TASK BRIEF:
While copying the entries exactly, leave out each picture they contain.

Dataset entries:
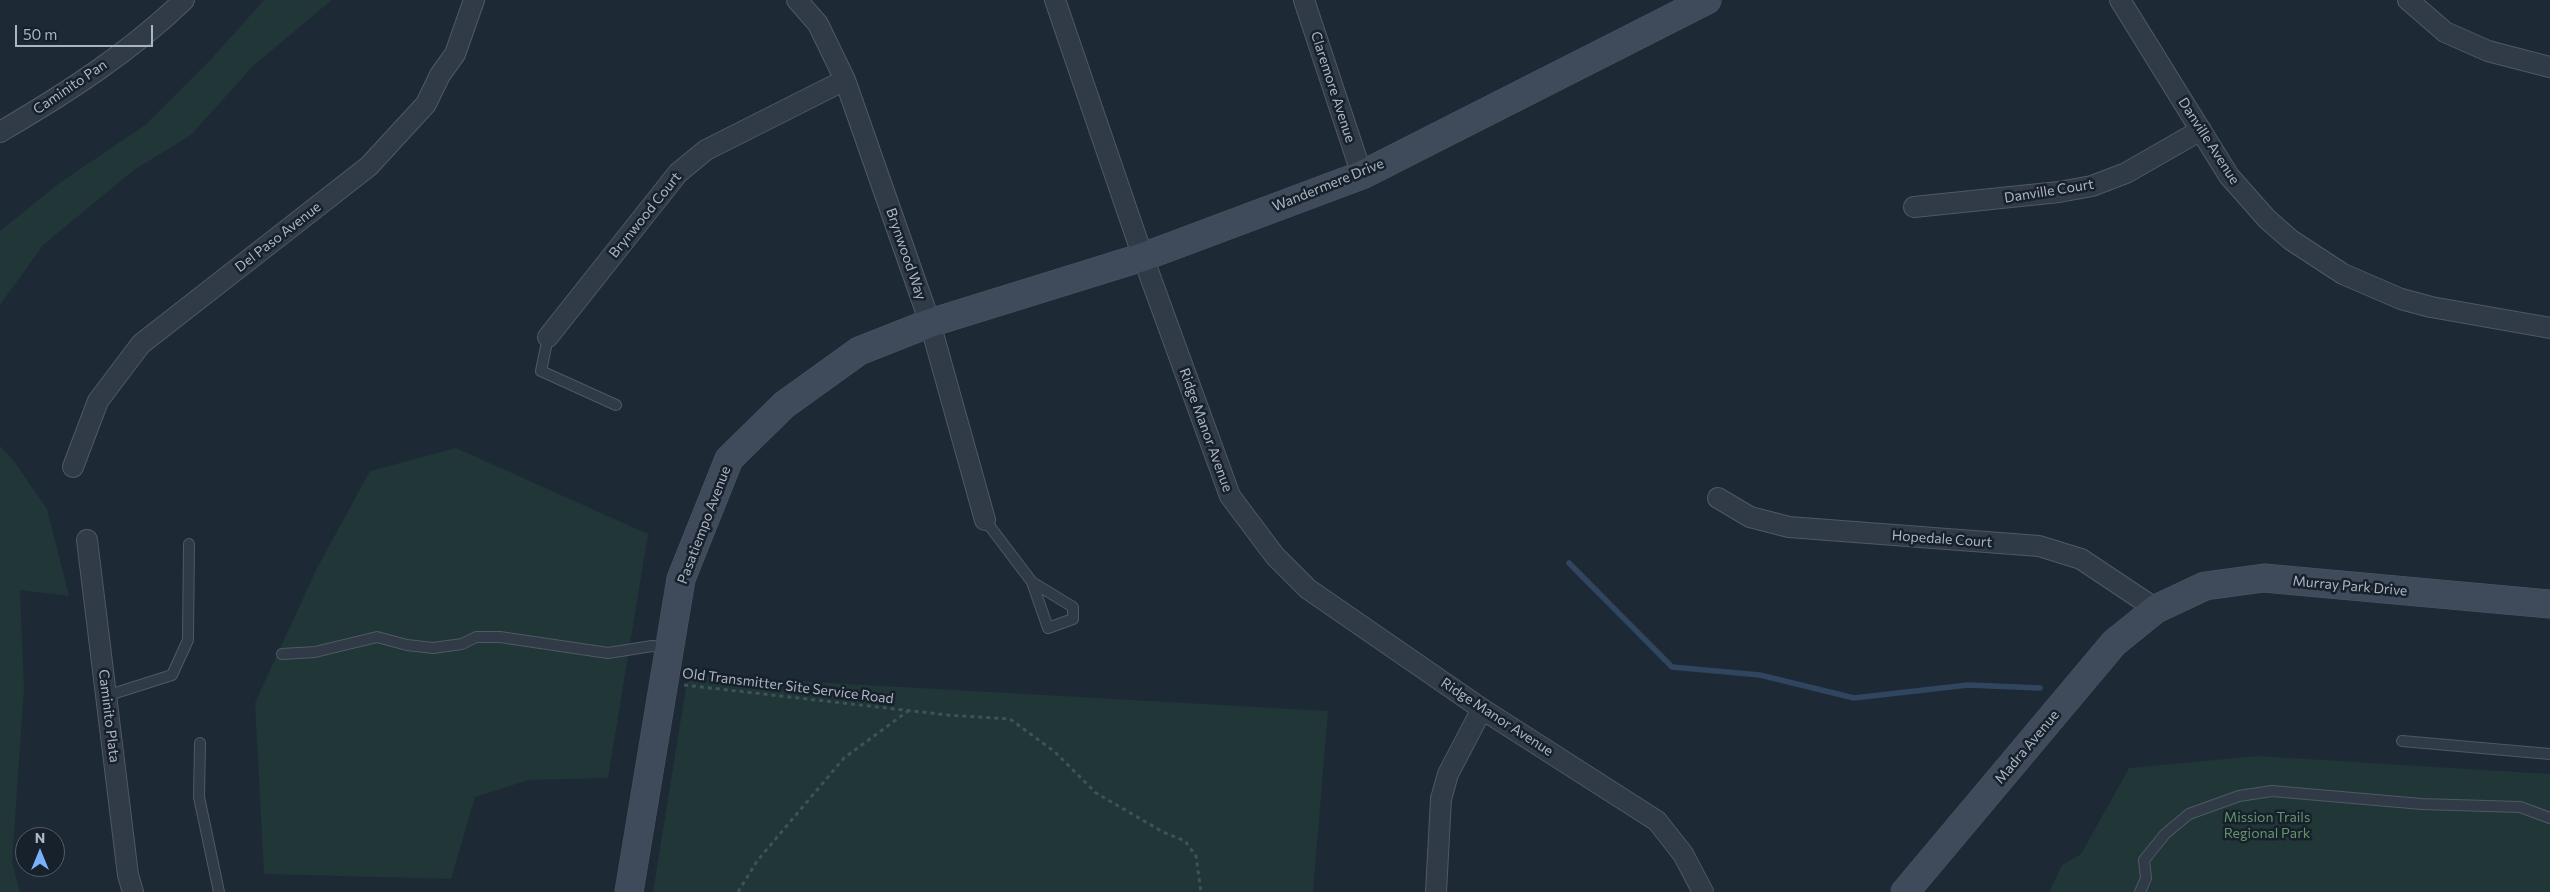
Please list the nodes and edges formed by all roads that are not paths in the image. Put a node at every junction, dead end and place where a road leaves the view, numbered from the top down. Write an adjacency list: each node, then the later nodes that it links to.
1 (184, 0): 12 (street, Caminito Pan)
2 (474, 0): 20 (street, Del Paso Avenue)
3 (797, 0): 10 (street, Brynwood Way)
4 (1055, 0): 15 (street, Ridge Manor Avenue)
5 (1304, 0): 13 (street, Claremore Avenue)
6 (1707, 0): 13 (street, Wandermere Drive)
7 (2120, 0): 11 (street, Danville Avenue)
8 (2408, 0): 9 (street)
9 (2550, 67)
10 (845, 80): 16 (street, Brynwood Way); 18 (street, Brynwood Court)
11 (2201, 130): 14 (street, Danville Court); 17 (street, Danville Avenue)
12 (0, 132)
13 (1362, 175): 15 (street, Wandermere Drive)
14 (1914, 207)
15 (1143, 257): 16 (street, Wandermere Drive); 31 (street, Ridge Manor Avenue)
16 (930, 323): 22 (street, Brynwood Way); 28 (street, Pasatiempo Avenue)
17 (2550, 328)
18 (548, 337): 19 (lane)
19 (616, 405)
20 (73, 467)
21 (1718, 498): 27 (street, Hopedale Court)
22 (985, 520): 25 (lane)
23 (87, 540): 30 (street, Caminito Plata)
24 (189, 544): 30 (lane)
25 (1032, 582): 25 (lane)
26 (2550, 604): 27 (street, Murray Park Drive)
27 (2156, 609): 41 (street, Madra Avenue)
28 (659, 647): 29 (lane); 38 (street, Pasatiempo Avenue)
29 (282, 654)
30 (106, 696): 36 (street, Caminito Plata)
31 (1482, 709): 39 (street); 40 (street, Ridge Manor Avenue)
32 (2402, 740): 34 (lane)
33 (200, 743): 37 (lane)
34 (2550, 754)
35 (2550, 818): 42 (lane)
36 (134, 892)
37 (219, 892)
38 (629, 892)
39 (1436, 892)
40 (1703, 892)
41 (1905, 892)
42 (2140, 892)

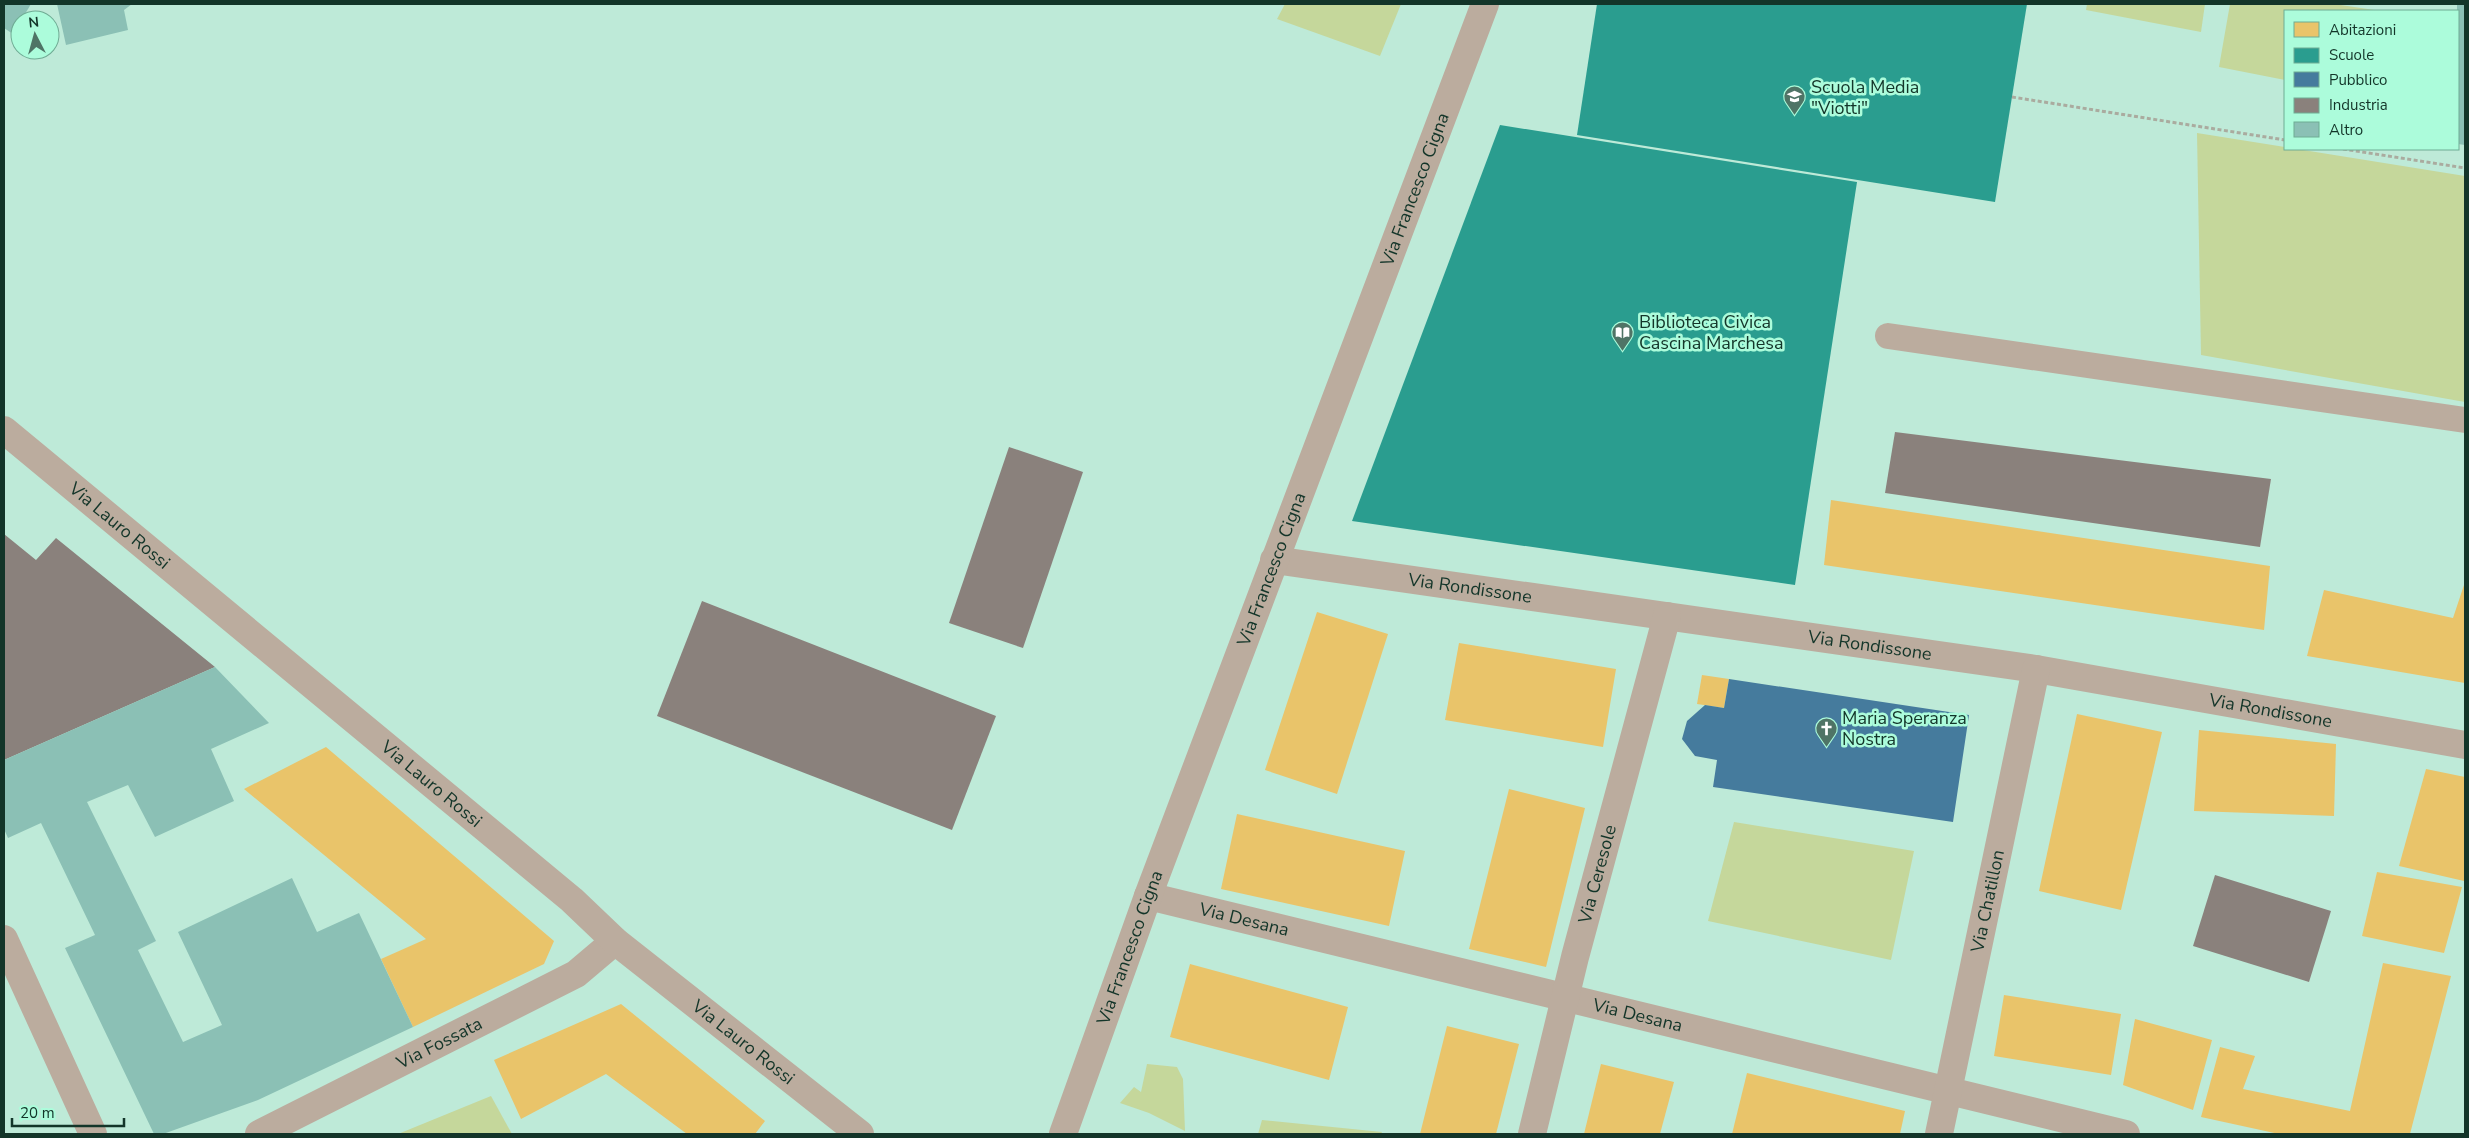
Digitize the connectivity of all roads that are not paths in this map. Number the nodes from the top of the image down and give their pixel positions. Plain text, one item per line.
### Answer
1 (1484, 4) edge
2 (1888, 336) dead end
3 (2465, 420) edge
4 (4, 430) edge
5 (1274, 560) junction
6 (1667, 616) junction
7 (2036, 669) junction
8 (2465, 745) edge
9 (1148, 896) junction
10 (4, 939) edge
11 (615, 941) junction
12 (1566, 998) junction
13 (1947, 1091) junction
14 (93, 1134) edge
15 (259, 1134) edge
16 (860, 1134) edge
17 (1064, 1134) edge
18 (1532, 1134) edge
19 (1939, 1134) edge
20 (2126, 1134) edge

1 - 5 street, Via Francesco Cigna
2 - 3 street
4 - 11 street, Via Lauro Rossi
5 - 6 street, Via Rondissone
5 - 9 street, Via Francesco Cigna
6 - 7 street, Via Rondissone
6 - 12 street, Via Ceresole
7 - 8 street, Via Rondissone
7 - 13 street, Via Chatillon
9 - 12 street, Via Desana
9 - 17 street, Via Francesco Cigna
10 - 14 street
11 - 15 street, Via Fossata
11 - 16 street, Via Lauro Rossi
12 - 13 street, Via Desana
12 - 18 street, Via Ceresole
13 - 19 street, Via Chatillon
13 - 20 street, Via Desana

YOUR SOLUTION:
Please list the nodes and edges formed by all roads that are not paths in the image. Put a node at every junction, dead end and place where a road leaves the view, numbered from the top down. Write an adjacency list: each node, then the later nodes that it links to.
1 (184, 0): 12 (street, Caminito Pan)
2 (474, 0): 20 (street, Del Paso Avenue)
3 (797, 0): 10 (street, Brynwood Way)
4 (1055, 0): 15 (street, Ridge Manor Avenue)
5 (1304, 0): 13 (street, Claremore Avenue)
6 (1707, 0): 13 (street, Wandermere Drive)
7 (2120, 0): 11 (street, Danville Avenue)
8 (2408, 0): 9 (street)
9 (2550, 67)
10 (845, 80): 16 (street, Brynwood Way); 18 (street, Brynwood Court)
11 (2201, 130): 14 (street, Danville Court); 17 (street, Danville Avenue)
12 (0, 132)
13 (1362, 175): 15 (street, Wandermere Drive)
14 (1914, 207)
15 (1143, 257): 16 (street, Wandermere Drive); 31 (street, Ridge Manor Avenue)
16 (930, 323): 22 (street, Brynwood Way); 28 (street, Pasatiempo Avenue)
17 (2550, 328)
18 (548, 337): 19 (lane)
19 (616, 405)
20 (73, 467)
21 (1718, 498): 27 (street, Hopedale Court)
22 (985, 520): 25 (lane)
23 (87, 540): 30 (street, Caminito Plata)
24 (189, 544): 30 (lane)
25 (1032, 582): 25 (lane)
26 (2550, 604): 27 (street, Murray Park Drive)
27 (2156, 609): 41 (street, Madra Avenue)
28 (659, 647): 29 (lane); 38 (street, Pasatiempo Avenue)
29 (282, 654)
30 (106, 696): 36 (street, Caminito Plata)
31 (1482, 709): 39 (street); 40 (street, Ridge Manor Avenue)
32 (2402, 740): 34 (lane)
33 (200, 743): 37 (lane)
34 (2550, 754)
35 (2550, 818): 42 (lane)
36 (134, 892)
37 (219, 892)
38 (629, 892)
39 (1436, 892)
40 (1703, 892)
41 (1905, 892)
42 (2140, 892)

Digitize the connectivity of all roads that are not paths in this map. Number the nodes from the top of the image down and give their pixel positions. Plain text, one item per line.
### Answer
1 (1484, 4) edge
2 (1888, 336) dead end
3 (2465, 420) edge
4 (4, 430) edge
5 (1274, 560) junction
6 (1667, 616) junction
7 (2036, 669) junction
8 (2465, 745) edge
9 (1148, 896) junction
10 (4, 939) edge
11 (615, 941) junction
12 (1566, 998) junction
13 (1947, 1091) junction
14 (93, 1134) edge
15 (259, 1134) edge
16 (860, 1134) edge
17 (1064, 1134) edge
18 (1532, 1134) edge
19 (1939, 1134) edge
20 (2126, 1134) edge

1 - 5 street, Via Francesco Cigna
2 - 3 street
4 - 11 street, Via Lauro Rossi
5 - 6 street, Via Rondissone
5 - 9 street, Via Francesco Cigna
6 - 7 street, Via Rondissone
6 - 12 street, Via Ceresole
7 - 8 street, Via Rondissone
7 - 13 street, Via Chatillon
9 - 12 street, Via Desana
9 - 17 street, Via Francesco Cigna
10 - 14 street
11 - 15 street, Via Fossata
11 - 16 street, Via Lauro Rossi
12 - 13 street, Via Desana
12 - 18 street, Via Ceresole
13 - 19 street, Via Chatillon
13 - 20 street, Via Desana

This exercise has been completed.